From Publishers Weekly
When their mother leaves to spend the summer in Europe with her new husband, Cab and her brother Bill are sent to live with their grandmother in a run-down Pittsburgh neighborhood called Washco. Cab's job is to help her grandmother run the family diner, which doubles as the area's unofficial meeting hall. Crime is Washco's biggest problem until, galvanized by an ugly rape, its citizens turn to grassroots political activism. Because Davis's ( Good-bye and Keep Cold ) novel deals with a number of issues--Cab's anxieties about the future, her flourishing self-esteem, the changes taking place in Washco--there are moments when the plot seems unwieldy, even melodramatic. But this is more than compensated for by the array of generous, vividly depicted characters. Washco--though it exists only in the imaginations of the author and her readers--is very nearly palpable. Ages 11-up.

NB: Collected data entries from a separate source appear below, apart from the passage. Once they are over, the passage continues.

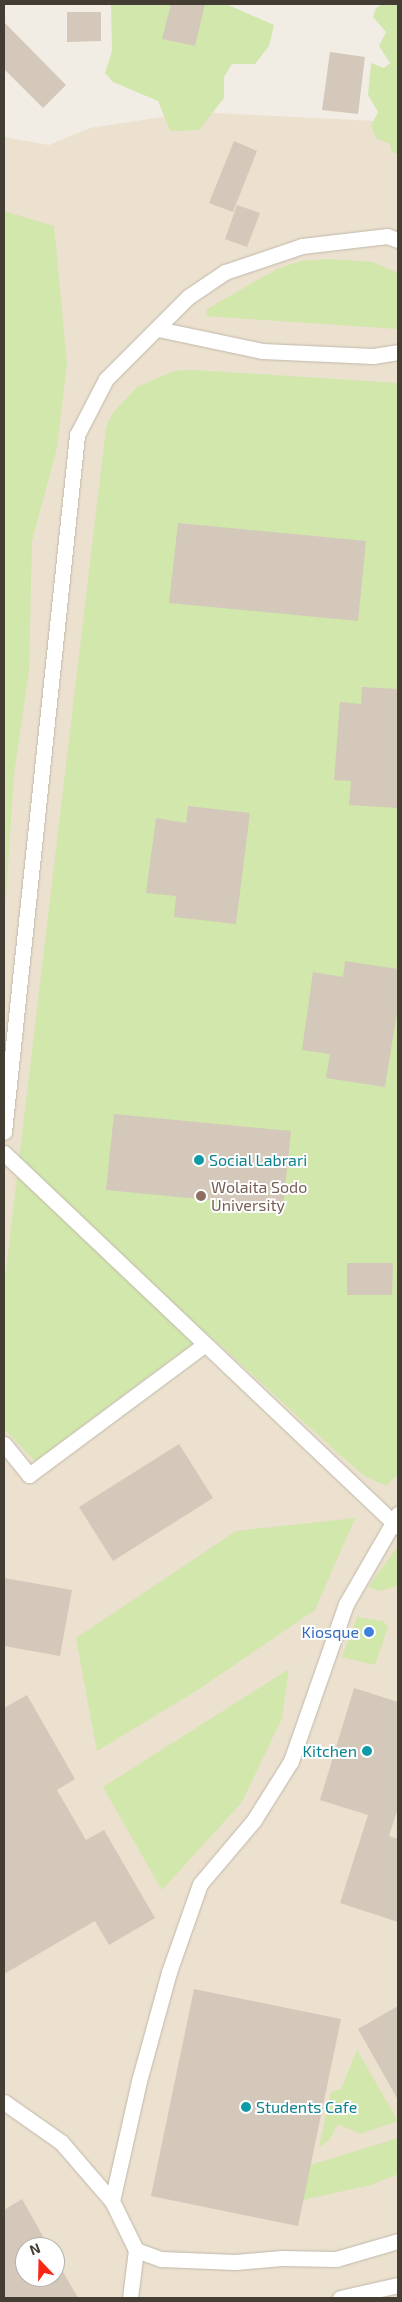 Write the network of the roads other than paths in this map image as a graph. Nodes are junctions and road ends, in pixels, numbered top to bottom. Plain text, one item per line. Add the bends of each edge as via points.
1 (398, 240) edge
2 (158, 329) junction
3 (398, 352) edge
4 (4, 1132) edge
5 (4, 1153) edge
6 (204, 1345) junction
7 (4, 1444) edge
8 (396, 1521) edge
9 (4, 2102) edge
10 (112, 2201) junction
11 (398, 2241) edge
12 (136, 2250) junction
13 (398, 2285) edge
14 (130, 2298) edge
15 (340, 2298) edge

1 - 2 lane via 387,236 302,246 248,263 225,272 188,297
2 - 3 lane via 262,351 373,356
2 - 4 lane via 106,379 76,435
5 - 6 lane
6 - 7 lane via 29,1475
6 - 8 lane
8 - 10 lane via 346,1604 291,1761 254,1820 200,1884 169,1972
9 - 10 lane via 62,2142
10 - 12 lane
11 - 12 lane via 336,2259 174,2261
12 - 14 lane
13 - 15 lane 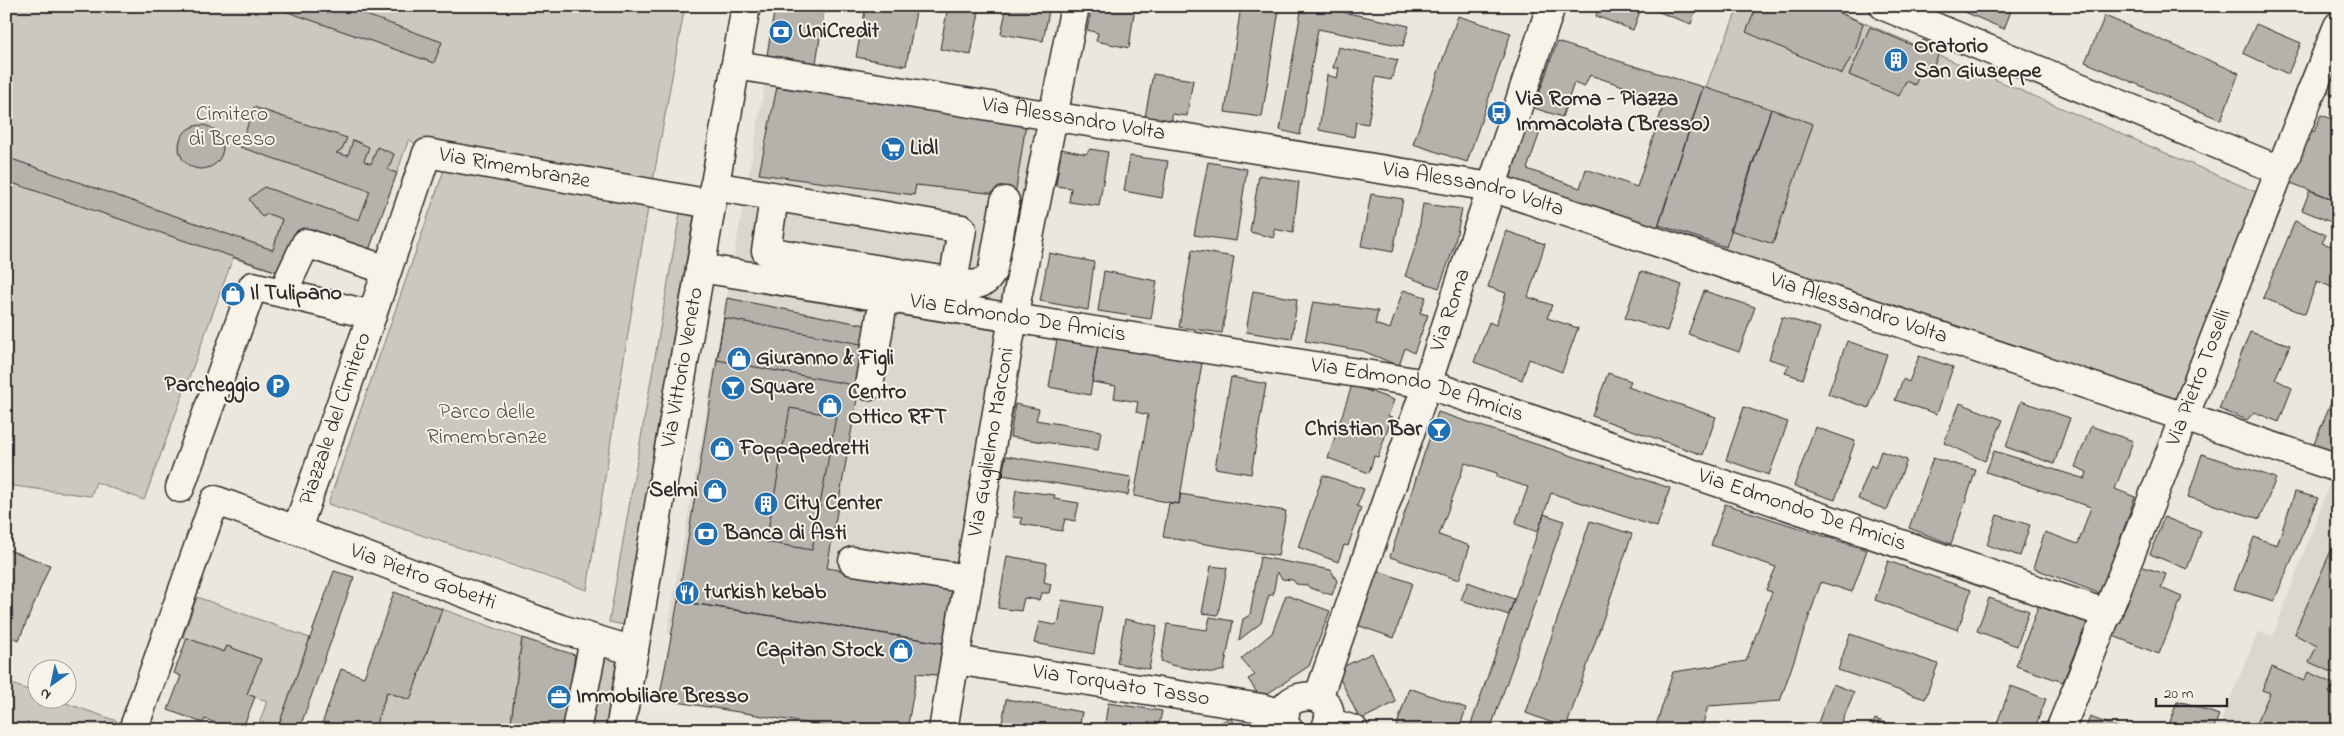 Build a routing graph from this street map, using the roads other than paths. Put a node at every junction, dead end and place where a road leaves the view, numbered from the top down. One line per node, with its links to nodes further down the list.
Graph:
1 (746, 6): 6 (street, Via Vittorio Veneto)
2 (1075, 6): 7 (street, Via Guglielmo Marconi)
3 (1551, 6): 9 (street, Via Roma)
4 (1884, 6): 8 (street)
5 (2338, 26): 8 (street, Via Pietro Toselli)
6 (736, 64): 7 (street, Via Alessandro Volta); 10 (street, Via Vittorio Veneto)
7 (1054, 115): 9 (street, Via Alessandro Volta); 19 (street, Via Guglielmo Marconi)
8 (2279, 170): 22 (street, Via Pietro Toselli)
9 (1491, 187): 20 (street, Via Roma); 22 (street, Via Alessandro Volta)
10 (713, 195): 11 (street); 13 (street, Via Vittorio Veneto); 14 (street, Via Rimembranze)
11 (774, 198): 16 (street); 16 (street)
12 (1005, 201): 16 (street)
13 (700, 268): 17 (street, Via Edmondo De Amicis); 30 (street, Via Vittorio Veneto)
14 (387, 270): 15 (street); 18 (street, Via Rimembranze)
15 (283, 292): 18 (street, Piazzale del Cimitero); 24 (street, Piazzale del Cimitero)
16 (951, 295): 17 (street, Via Edmondo De Amicis); 19 (street, Via Edmondo De Amicis)
17 (884, 297): 21 (street)
18 (372, 315): 25 (street, Piazzale del Cimitero)
19 (1013, 318): 20 (street, Via Edmondo De Amicis); 27 (street, Via Guglielmo Marconi)
20 (1427, 384): 28 (street, Via Edmondo De Amicis); 32 (street, Via Roma)
21 (869, 386)
22 (2184, 417): 23 (street, Via Alessandro Volta); 28 (street, Via Pietro Toselli)
23 (2336, 468)
24 (180, 488)
25 (297, 529): 29 (street, Via Pietro Gobetti); 34 (street, Via Pietro Gobetti)
26 (853, 561): 27 (street)
27 (969, 579): 31 (street, Via Guglielmo Marconi)
28 (2108, 614): 39 (street, Via Pietro Toselli)
29 (594, 640): 30 (street, Via Pietro Gobetti); 35 (street)
30 (634, 651): 36 (street, Via Vittorio Veneto)
31 (955, 660): 33 (street, Via Torquato Tasso); 37 (street, Via Guglielmo Marconi)
32 (1324, 717): 33 (street); 38 (street)
33 (1287, 722)
34 (133, 730)
35 (576, 730)
36 (620, 730)
37 (943, 730)
38 (1354, 730)
39 (2060, 730)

Copyright 1991 Reed Business Information, Inc.
--This text refers to the
Hardcover
edition.
From School Library Journal
Grade 6-10-- "Life is change," Cab's mother says simply. But 12 years in one small Texas town are scant preparation for the changes she finds so suddenly thrust upon her. Her mother's remarriage is Cab's first inkling of the surprises life can hold. Then comes the sudden trip north for a summer in Washco, the Pittsburgh neighborhood in which her mother grew up, with a grandmother she's never met. By way of comfort, Cab's brother Bill offers her the moon--"We all look up and see the same moon"--and it becomes the girl's constant. Washco, too, has seen its share of change. The once-vibrant working-class community is now a near slum of vacant stores, street people, and street corner gangs, an aging community with an aging population. Helping out at her grandmother's restaurant, Cab soon comes to know "the regulars," a rich melting pot of characters who are the people and potential of Washco. As they are introduced, so, too, is the violence that skirts their lives, first through offstage events and precautions taken, then in the mugging of an elderly neighbor, and finally in the rape of Bill's beautiful, confident girlfriend. It is her assault that galvanizes the people to action. Artfully developed and seamlessly constructed, the plot advances effortlessly through dialogue and prose that are strong and confident and continuously engaging. As Cab's grandmother refuses to shy away from the discussion of Jessica's rape, Davis refuses to shy away from painful truths, and, in so doing, celebrates the power of the human spirit to confront them and triumph. This is the best kind of "problem novel"--hopeful, uplifting, responsible--and a joy to read. --Marcia Hupp, Mamaroneck Public Library, NY
Copyright 1991 Reed Business Information, Inc.
--This text refers to the
Hardcover
edition.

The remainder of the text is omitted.